Each line below that carries the string "Left" must appear in the answer.

[Study material]
Segment Open

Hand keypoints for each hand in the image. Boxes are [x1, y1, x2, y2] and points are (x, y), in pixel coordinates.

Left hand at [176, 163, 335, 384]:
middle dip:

Segment Closed
Segment Open

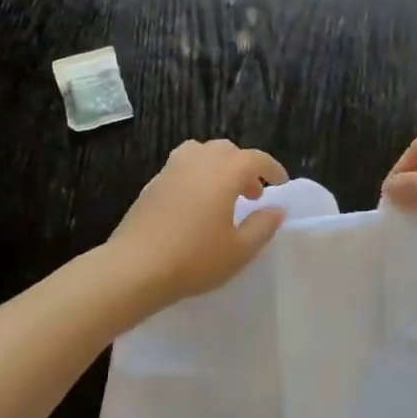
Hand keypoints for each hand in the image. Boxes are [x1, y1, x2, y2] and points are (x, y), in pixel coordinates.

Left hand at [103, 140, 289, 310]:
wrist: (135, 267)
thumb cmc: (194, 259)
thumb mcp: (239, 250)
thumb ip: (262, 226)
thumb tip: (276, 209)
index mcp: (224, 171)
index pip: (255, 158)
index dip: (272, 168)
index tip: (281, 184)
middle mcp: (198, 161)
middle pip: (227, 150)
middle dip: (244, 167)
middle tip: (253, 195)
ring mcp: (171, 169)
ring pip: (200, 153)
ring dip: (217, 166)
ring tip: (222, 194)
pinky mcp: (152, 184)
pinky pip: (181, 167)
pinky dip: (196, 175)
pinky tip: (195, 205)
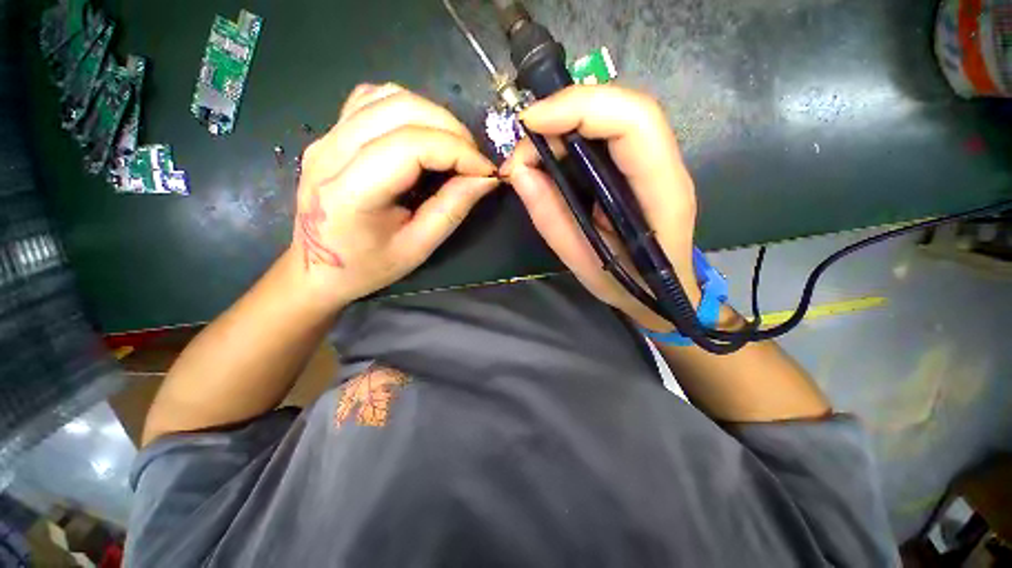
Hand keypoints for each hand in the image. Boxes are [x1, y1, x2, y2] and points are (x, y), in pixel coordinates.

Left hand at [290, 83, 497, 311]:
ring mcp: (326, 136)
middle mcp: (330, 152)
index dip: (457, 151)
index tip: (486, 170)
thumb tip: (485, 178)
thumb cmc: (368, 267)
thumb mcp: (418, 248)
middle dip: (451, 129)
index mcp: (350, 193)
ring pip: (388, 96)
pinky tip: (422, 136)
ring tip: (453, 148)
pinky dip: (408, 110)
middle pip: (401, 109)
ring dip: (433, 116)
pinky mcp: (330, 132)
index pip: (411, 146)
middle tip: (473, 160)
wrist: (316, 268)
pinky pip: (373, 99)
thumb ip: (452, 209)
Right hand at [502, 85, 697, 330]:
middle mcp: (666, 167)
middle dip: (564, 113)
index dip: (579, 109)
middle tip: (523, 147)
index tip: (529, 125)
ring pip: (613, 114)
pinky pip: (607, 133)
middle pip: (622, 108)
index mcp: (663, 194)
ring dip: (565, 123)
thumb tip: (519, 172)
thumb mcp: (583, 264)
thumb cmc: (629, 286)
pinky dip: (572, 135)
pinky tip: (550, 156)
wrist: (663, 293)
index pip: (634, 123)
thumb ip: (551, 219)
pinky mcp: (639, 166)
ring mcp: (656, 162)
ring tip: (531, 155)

Segment Closed
Segment Open

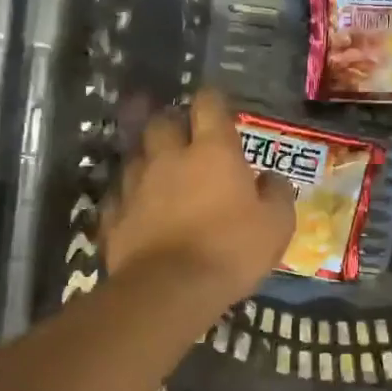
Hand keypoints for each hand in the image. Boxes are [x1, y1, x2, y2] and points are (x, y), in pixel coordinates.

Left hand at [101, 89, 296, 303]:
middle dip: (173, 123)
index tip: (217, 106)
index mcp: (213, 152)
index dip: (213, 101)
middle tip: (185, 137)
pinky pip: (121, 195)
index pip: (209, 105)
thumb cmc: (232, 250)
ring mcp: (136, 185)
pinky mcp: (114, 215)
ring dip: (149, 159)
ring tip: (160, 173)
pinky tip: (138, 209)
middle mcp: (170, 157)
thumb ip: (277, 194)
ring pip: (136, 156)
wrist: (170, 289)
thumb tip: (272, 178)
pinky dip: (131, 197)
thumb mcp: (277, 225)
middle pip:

Segment Closed

[Response to the exercise]
Left hand at [176, 163, 335, 384]:
Left hand at [103, 140, 289, 310]:
Left hand at [290, 83, 497, 311]:
Left hand at [101, 89, 296, 303]:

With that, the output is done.